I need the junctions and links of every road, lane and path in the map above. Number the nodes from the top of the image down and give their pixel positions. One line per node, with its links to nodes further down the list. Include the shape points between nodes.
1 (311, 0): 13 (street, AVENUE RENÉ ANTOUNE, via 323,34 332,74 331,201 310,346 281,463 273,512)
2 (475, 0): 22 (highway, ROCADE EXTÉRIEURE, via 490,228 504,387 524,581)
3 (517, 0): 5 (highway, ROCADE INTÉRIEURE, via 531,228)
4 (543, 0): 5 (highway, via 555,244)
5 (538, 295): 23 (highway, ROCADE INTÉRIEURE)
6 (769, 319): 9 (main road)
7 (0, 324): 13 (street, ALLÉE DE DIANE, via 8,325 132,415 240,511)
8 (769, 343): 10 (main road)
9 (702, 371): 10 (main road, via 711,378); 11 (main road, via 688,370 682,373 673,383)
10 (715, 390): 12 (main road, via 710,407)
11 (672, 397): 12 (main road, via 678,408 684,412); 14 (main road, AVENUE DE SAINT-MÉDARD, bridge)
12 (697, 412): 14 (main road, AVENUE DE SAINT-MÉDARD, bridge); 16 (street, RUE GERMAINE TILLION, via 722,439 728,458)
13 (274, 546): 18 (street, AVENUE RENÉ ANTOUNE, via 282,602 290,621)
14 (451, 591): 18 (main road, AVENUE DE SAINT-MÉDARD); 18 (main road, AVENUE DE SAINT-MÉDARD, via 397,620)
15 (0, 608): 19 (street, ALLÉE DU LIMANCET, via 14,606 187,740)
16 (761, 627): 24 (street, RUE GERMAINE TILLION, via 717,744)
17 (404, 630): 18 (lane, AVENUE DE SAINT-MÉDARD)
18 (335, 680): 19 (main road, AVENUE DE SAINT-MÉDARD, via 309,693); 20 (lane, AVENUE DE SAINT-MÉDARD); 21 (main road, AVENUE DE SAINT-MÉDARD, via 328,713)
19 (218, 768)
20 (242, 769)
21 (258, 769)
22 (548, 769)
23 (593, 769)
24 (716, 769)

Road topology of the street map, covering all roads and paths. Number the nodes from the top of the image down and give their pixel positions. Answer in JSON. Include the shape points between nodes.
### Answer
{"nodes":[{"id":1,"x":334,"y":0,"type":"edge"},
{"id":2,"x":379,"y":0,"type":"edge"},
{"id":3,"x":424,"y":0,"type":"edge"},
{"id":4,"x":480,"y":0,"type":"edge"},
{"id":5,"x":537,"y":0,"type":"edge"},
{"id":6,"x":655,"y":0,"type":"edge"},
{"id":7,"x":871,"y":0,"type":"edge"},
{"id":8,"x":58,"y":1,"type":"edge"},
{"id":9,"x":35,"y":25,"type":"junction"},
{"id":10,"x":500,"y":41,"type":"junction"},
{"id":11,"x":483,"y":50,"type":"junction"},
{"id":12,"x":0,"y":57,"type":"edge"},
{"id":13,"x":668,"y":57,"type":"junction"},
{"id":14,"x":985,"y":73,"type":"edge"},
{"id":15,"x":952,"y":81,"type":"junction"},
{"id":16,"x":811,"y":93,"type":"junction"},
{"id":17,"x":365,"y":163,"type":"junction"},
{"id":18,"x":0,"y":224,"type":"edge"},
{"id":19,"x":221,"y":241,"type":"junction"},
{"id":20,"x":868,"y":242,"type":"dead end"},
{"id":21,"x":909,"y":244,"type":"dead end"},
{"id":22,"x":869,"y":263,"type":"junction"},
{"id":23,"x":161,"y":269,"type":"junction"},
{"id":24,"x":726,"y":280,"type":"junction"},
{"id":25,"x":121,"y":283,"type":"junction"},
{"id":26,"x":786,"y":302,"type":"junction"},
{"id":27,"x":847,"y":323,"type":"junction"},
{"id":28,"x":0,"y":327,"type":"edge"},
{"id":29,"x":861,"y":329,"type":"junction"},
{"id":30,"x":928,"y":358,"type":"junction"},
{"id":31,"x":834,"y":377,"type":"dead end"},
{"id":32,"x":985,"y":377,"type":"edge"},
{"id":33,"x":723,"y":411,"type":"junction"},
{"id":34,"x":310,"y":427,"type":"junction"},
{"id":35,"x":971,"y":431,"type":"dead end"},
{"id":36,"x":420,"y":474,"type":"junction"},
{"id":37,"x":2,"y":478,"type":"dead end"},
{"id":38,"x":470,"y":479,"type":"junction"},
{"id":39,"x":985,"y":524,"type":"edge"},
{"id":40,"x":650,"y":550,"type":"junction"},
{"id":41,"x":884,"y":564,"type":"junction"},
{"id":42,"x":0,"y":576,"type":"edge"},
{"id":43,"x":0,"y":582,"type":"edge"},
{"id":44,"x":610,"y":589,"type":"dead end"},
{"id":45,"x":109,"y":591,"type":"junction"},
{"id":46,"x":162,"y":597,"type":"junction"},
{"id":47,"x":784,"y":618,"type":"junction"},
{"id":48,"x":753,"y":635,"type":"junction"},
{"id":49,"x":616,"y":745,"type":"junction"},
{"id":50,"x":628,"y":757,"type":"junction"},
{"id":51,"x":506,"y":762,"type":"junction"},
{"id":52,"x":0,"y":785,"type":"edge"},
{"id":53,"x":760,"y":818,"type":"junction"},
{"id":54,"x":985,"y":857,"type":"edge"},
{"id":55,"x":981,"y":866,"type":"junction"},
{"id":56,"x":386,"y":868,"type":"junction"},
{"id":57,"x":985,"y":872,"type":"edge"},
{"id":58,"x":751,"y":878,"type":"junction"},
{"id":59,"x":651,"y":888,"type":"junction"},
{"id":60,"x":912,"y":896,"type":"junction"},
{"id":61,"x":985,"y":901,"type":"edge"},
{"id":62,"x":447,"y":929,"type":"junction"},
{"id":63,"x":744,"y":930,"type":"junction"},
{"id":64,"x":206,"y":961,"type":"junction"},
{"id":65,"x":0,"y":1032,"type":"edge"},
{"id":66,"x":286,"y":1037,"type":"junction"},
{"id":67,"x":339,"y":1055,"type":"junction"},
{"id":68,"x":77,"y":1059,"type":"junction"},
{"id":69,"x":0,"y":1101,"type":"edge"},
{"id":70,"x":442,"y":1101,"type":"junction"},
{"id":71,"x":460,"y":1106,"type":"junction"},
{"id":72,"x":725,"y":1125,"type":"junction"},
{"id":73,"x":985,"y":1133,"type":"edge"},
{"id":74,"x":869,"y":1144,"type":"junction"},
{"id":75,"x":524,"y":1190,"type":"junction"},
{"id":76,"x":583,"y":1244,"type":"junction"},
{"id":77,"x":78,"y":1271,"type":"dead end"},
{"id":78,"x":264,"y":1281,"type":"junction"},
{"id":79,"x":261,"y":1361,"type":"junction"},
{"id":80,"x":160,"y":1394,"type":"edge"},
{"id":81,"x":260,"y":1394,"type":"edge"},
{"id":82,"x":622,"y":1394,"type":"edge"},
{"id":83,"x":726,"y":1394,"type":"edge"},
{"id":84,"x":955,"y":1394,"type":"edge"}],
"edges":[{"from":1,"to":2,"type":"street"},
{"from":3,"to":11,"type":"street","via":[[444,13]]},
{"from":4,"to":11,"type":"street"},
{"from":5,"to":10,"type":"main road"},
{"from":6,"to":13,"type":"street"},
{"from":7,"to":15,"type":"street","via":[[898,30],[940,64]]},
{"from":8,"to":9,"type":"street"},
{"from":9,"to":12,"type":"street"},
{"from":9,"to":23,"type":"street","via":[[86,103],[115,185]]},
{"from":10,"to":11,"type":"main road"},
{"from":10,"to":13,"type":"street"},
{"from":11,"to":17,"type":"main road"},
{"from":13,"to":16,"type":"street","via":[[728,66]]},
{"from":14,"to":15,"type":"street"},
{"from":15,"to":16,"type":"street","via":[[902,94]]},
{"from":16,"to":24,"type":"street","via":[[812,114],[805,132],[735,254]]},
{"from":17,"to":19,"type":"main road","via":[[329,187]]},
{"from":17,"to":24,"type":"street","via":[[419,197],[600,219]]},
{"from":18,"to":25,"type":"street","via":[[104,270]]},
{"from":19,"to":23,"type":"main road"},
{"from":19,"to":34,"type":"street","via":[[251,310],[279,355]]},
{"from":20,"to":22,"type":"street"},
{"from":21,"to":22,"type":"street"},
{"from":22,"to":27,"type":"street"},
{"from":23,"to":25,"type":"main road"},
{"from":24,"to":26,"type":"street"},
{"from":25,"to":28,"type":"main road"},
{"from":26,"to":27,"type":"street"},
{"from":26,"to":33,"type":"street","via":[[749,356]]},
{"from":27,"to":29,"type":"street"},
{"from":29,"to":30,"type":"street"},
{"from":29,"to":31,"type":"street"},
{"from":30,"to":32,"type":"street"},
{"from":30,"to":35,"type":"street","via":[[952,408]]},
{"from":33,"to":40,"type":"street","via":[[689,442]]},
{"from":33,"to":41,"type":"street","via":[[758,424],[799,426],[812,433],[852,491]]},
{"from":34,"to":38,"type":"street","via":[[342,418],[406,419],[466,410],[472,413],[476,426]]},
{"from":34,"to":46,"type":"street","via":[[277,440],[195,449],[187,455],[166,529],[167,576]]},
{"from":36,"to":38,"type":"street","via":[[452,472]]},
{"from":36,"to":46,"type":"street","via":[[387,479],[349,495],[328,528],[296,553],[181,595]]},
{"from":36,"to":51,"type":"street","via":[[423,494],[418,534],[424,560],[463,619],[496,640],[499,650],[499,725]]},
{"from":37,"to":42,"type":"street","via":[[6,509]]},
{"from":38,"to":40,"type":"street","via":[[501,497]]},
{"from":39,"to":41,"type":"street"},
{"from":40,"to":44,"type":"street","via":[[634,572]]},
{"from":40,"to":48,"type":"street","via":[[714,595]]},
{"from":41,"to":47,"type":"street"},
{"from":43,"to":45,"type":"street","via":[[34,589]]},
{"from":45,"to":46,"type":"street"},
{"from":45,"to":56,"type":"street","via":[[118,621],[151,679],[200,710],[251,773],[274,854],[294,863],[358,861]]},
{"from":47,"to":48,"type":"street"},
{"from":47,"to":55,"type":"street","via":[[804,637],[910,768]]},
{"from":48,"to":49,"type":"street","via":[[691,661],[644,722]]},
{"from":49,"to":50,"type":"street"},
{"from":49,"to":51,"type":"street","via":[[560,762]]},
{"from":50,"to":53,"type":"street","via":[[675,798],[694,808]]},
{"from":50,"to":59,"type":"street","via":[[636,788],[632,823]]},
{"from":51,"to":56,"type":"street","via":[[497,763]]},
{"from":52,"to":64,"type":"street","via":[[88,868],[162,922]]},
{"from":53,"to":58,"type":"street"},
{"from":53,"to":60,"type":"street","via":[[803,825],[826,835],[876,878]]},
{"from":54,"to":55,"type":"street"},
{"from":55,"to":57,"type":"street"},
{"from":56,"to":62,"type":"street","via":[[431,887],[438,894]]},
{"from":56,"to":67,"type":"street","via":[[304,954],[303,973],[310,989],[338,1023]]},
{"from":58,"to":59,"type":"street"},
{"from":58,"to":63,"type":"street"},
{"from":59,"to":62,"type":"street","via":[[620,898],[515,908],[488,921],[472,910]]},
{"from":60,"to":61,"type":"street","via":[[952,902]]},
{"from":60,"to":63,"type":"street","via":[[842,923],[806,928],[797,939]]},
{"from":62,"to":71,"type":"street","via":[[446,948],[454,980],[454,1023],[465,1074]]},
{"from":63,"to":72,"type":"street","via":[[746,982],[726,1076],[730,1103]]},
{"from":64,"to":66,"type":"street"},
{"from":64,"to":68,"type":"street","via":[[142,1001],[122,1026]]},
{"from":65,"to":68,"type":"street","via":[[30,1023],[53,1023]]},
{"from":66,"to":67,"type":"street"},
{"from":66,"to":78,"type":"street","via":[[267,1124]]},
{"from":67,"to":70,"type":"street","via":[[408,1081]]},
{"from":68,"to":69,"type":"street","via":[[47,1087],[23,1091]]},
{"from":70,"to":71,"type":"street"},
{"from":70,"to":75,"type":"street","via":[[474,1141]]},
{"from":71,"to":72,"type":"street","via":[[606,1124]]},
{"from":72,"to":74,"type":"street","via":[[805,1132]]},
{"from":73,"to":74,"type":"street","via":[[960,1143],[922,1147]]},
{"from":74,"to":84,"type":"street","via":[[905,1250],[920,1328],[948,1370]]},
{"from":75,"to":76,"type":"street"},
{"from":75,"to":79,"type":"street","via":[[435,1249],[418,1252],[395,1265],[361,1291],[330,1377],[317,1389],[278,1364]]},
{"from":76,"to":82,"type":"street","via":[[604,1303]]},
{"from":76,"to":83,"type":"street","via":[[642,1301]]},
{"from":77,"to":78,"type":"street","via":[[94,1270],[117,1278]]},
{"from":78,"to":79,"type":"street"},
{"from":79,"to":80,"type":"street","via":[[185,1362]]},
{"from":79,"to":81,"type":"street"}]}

◇ ◇ ◇ ◇ ◇

Count how many lines in the listing above hold "Include". Supply only that number.

■ Response
2